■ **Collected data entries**
--*--

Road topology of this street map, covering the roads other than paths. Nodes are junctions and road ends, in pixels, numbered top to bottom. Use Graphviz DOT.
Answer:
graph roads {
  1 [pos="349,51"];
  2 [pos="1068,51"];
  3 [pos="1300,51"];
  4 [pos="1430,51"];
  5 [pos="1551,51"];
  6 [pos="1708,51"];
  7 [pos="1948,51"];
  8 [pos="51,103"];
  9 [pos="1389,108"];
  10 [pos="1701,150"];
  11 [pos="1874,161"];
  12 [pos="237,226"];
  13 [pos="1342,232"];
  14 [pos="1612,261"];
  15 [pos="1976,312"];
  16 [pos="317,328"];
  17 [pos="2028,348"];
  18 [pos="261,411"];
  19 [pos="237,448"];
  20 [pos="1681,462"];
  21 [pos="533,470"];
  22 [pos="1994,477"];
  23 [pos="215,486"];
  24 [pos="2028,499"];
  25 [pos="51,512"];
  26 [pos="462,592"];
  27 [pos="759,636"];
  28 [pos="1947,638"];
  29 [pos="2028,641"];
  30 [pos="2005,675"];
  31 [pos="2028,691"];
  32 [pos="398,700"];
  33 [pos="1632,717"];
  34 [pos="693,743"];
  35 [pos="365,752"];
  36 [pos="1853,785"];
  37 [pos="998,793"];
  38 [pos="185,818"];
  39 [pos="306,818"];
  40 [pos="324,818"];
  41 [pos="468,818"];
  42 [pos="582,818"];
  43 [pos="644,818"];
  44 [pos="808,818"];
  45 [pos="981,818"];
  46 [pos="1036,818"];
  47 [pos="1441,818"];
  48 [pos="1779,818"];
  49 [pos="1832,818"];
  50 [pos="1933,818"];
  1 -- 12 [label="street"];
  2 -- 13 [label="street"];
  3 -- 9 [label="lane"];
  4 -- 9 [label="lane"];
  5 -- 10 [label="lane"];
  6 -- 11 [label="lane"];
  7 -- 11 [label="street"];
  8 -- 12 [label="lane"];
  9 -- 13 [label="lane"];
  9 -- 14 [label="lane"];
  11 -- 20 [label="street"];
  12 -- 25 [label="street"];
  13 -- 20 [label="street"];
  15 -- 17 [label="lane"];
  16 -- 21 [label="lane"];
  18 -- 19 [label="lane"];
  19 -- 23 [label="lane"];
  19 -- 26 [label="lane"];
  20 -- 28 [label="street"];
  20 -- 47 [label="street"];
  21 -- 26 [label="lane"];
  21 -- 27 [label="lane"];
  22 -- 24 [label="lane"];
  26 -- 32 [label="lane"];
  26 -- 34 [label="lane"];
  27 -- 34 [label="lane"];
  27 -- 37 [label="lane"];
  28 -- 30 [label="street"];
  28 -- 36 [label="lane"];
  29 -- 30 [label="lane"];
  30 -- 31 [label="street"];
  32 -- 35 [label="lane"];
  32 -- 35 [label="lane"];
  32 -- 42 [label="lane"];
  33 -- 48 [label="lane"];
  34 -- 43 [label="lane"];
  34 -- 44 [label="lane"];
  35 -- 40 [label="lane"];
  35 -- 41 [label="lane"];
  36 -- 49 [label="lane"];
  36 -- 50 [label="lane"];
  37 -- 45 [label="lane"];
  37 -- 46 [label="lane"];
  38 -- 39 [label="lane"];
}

--*--

■ **Required work**
Every line in the data that holds "roads" should be copied out.

■ **Exercise solution**
Road topology of this street map, covering the roads other than paths. Nodes are junctions and road ends, in pixels, numbered top to bottom. Use Graphviz DOT.
graph roads {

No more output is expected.